Le hasard a longtemps présidé aux destinées des maisons d'opéra. La construction du nouvel Opéra entreprise sous Napoléon III sera laissée au point mort à l'avènement de la troisième République. Il faudra la destruction totale de l'opéra de la rue Le Peletier dans un incendie pour qu'il soit décidé de relancer les travaux de construction du Palais Garnier qui sera terminé en 1875.

Le roman de Gaston Leroux nous plonge plus de cent ans en arrière. Les spectateurs de l'Opéra auxquels le roman s'intéresse sont des nobles. En tant qu'abonnés, ils accèdent librement aux coulisses. Les artistes étant de moindre extraction qu'eux, certains s'offrent une danseuse, comme on dit, mais épouser une roturière serait très-inconvenant. Les réputations des artistes lyriques se font et se défont au gré des cabales qui sont ourdies dans différents clans de spectateurs. De nos jours, tout le monde peut entrer au Palais Garnier (les premiers prix de places avec visibilité sont, croyez-le ou non, à peine plus chères que des places de cinéma) et il semble que seuls les metteurs en scène se fassent huer, parfois. Entre-temps, le superbe quoique controversé plafond de Chagall a recouvert l'ancien.
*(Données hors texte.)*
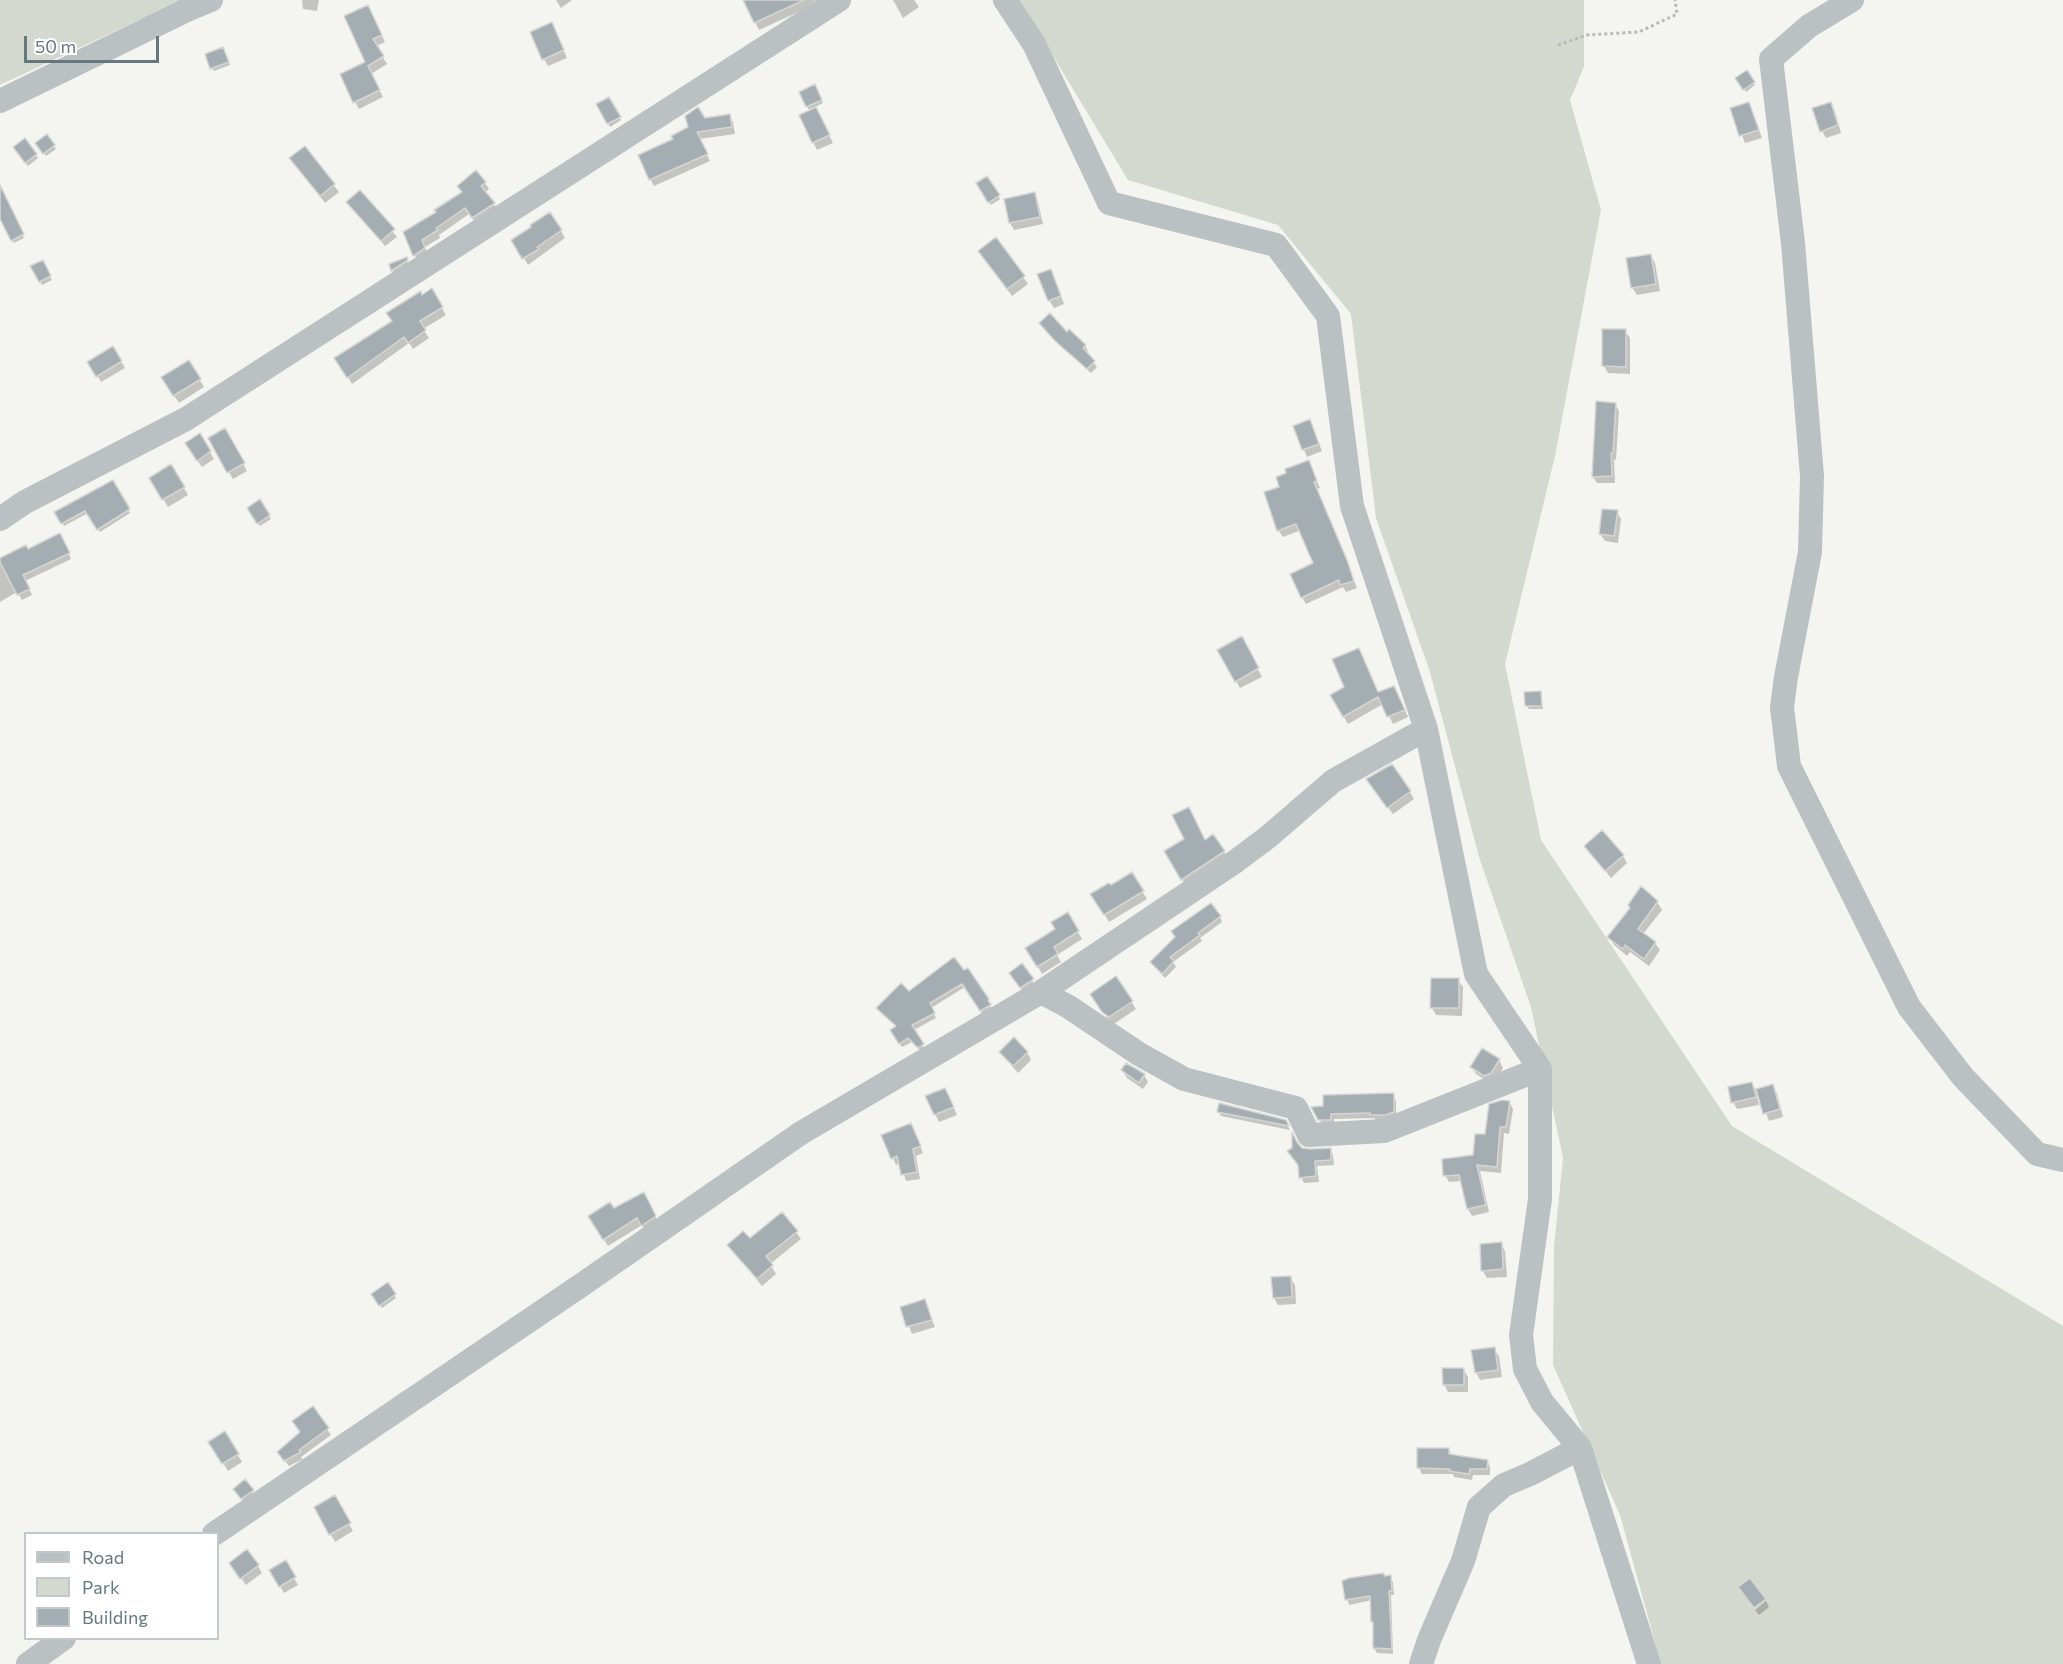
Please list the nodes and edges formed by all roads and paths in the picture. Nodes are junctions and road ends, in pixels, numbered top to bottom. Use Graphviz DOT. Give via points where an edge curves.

À vrai dire, si l'essentiel de l'action du roman se passe bien dans l'enceinte du Palais Garnier (qu'on appelait simplement Opéra avant que l'Opéra Bastille ne soit construit), les lieux les plus importants ne sont pas publics. En effet, le roman se passe principalement dans la loge de la jeune chanteuse Christine Daaé, la première loge nº5 du fantôme et surtout les féériques sous-sols de l'Opéra. On y trouve un lac, des décors (comme celui du Roi de Lahore de Massenet, créé en 1877) et il s'y passe de bien drôles histoires. Le roman, qui est très bien renseigné sur de nombreuses anecdotes concernant l'Opéra, comporte en effet moult situations tout à fait loufoques, à la limite de l'absurde, mais qui trouveront pourtant leur cohérence.

Le ressort principal du début du roman est l'histoire d'amour entre Christine Daaé et Raoul, le jeune vicomte de Chagny. Il semble qu'elle ait peur, qu'elle lui cache des choses. Pendant ce temps, les directeurs de l'Opéra se font extorquer tous les mois vingt mille francs par un certain F. de l'O.. Pour y comprendre quelque chose, il faudra se plonger dans ce roman fort distrayant.

Joël

Extrait :

Alors, elle dit : Allons nous promener, mon ami, l'air nous fera du bien.
Raoul crut qu'elle allait lui proposer quelque partie de campagne, loin de ce monument, qu'il détestait comme une prison et dont il sentait rageusement le geôlier se promener dans les murs... le geôlier Erik... Mais elle le conduisit sur la scène, et le fit asseoir sur la margelle de bois d'une fontaine, dans la paix et la fraîcheur douteuse d'un premier décor planté pour le prochain spectacle ; un autre jour, elle erra avec lui, le tenant par la main dans les allées abandonnées d'un jardin dont les plantes grimpantes avaient été découpées par les mains habiles d'un décorateur, comme si les vrais cieux, les vraies fleurs, la vraie terre lui étaient à jamais défendus et qu'elle fût condamnée à ne plus respirer d'autre atmosphère que celle du théâtre ! Le jeune homme hésitait à lui poser la moindre question, car, comme il lui apparaissait tout de suite qu'elle n'y pouvait répondre, il redoutait de la faire inutilement souffrir. De temps en temps un pompier passait, qui veillait de loin sur leur idylle mélancolique. Parfois, elle essayait courageusement de se tromper et de le tromper sur la beauté mensongère de ce cadre inventé pour l'illusion des hommes. Son imagination toujours vive le parait des plus éclatantes couleurs et telles, disait-elle, que la nature n'en pouvait fournir de comparables. Elle s'exaltait, cependant que Raoul, lentement, pressait sa main fiévreuse. Elle disait : Voyez, Raoul, ces murailles, ces bois, ces berceaux, ces images de toile peinte, tout cela a vu les plus sublimes amours, car ici elles ont été inventées par les poètes, qui dépassent de cent coudées la taille des hommes. Dites-moi donc que notre amour se trouve bien là, mon Raoul, puisque lui aussi a été inventé, et qu'il n'est, lui aussi, hélas ! qu'une illusion !
Désolé, il ne répondait pas. Alors :
Notre amour est trop triste sur la terre, promenons-le dans le ciel !... Voyez comme c'est facile ici !

Le fantôme de l'opéra
Le fantôme de l'Opéra de Gaston Leroux - Éditions Le Livre de Poche - 343 pages.